In 2023, around 22 percent of all commercial shipping containers passed through the canal, according to the UN Conference on Trade and Development. That total has since fallen by 82 percent, with 586 ships rerouting around Africa.

The BCC’s head of trade policy, William Bain, urged the UK government to provide more support to British retailers ahead of its budget next week.

“There has been spare capacity in the shipping freight industry to respond to the difficulties, which has bought us some time.
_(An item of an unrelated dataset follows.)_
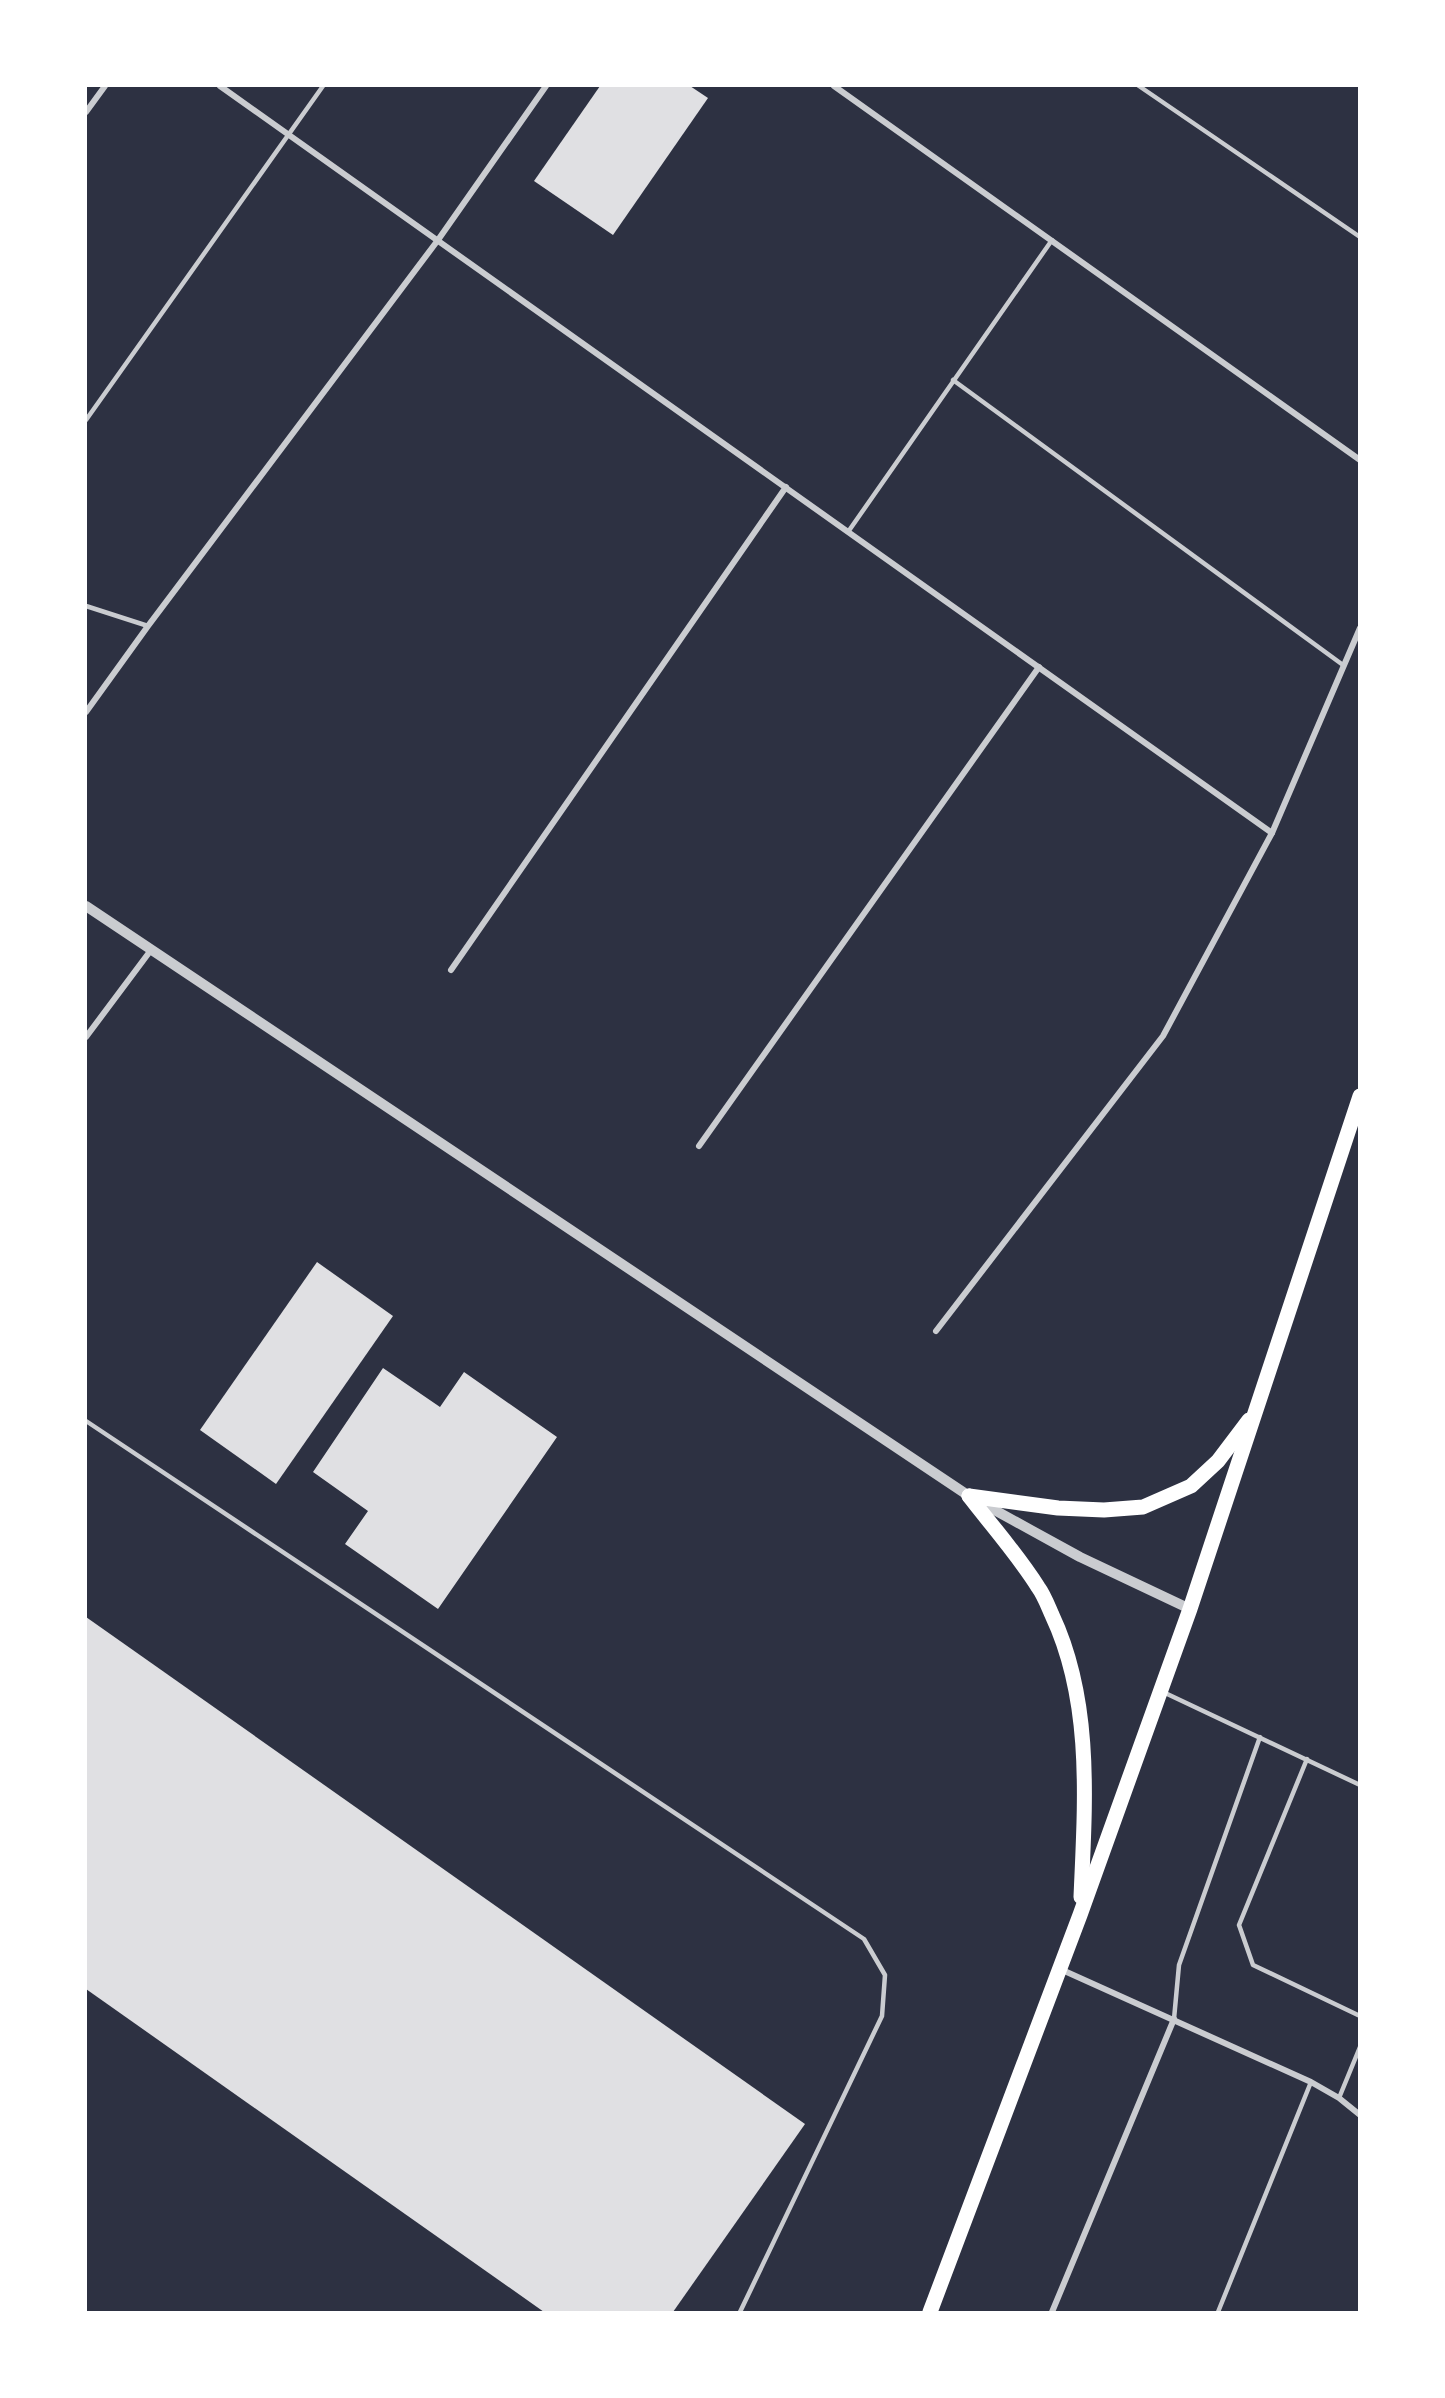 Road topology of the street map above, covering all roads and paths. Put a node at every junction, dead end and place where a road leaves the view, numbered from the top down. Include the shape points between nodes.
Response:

And recent (government) data also indicates the impact has yet to filter through to the UK economy, with inflation holding steady in January,” he said.

“But our research suggests that the longer the current situation persists, the more likely it is that the cost pressures will start to build.”

Bain said new post-Brexit laws “adding to costs and delays” had made it “a difficult time for firms.”

Credit ratings agency Moody’s warned this month that retailers would experience a “material impact on profitability by the end of 2024” if the situation in the Red Sea did not significantly improve.

Bain said: “The UK economy saw a drop in its total goods exports for 2023 and, with global demand weak, there is a need for the government to look at providing support in the March budget.”

The crisis has also led to an increase in pressure on air freight companies, with delivery aggregator ParcelHero noting an uptick of 8 percent on spot rates between Europe and China, and 14 percent between China and the US.

Supply issues are expected to worsen in March as Chinese exports increase following the country’s New Year holidays, which concluded over the weekend.

David Jinks, head of consumer research at ParcelHero, said: “Initially, there was a scramble for aviation services as businesses rushed to get products out before the festivities began.

“Now the continuing demand for air freight on this route is because many ships are berthed for the duration and containers are stuck firmly in Chinese ports until manufacturing ramps up enough to restore full services.

“Air freight enables those companies manufacturing and operating in Asia to leapfrog the Chinese bottleneck.”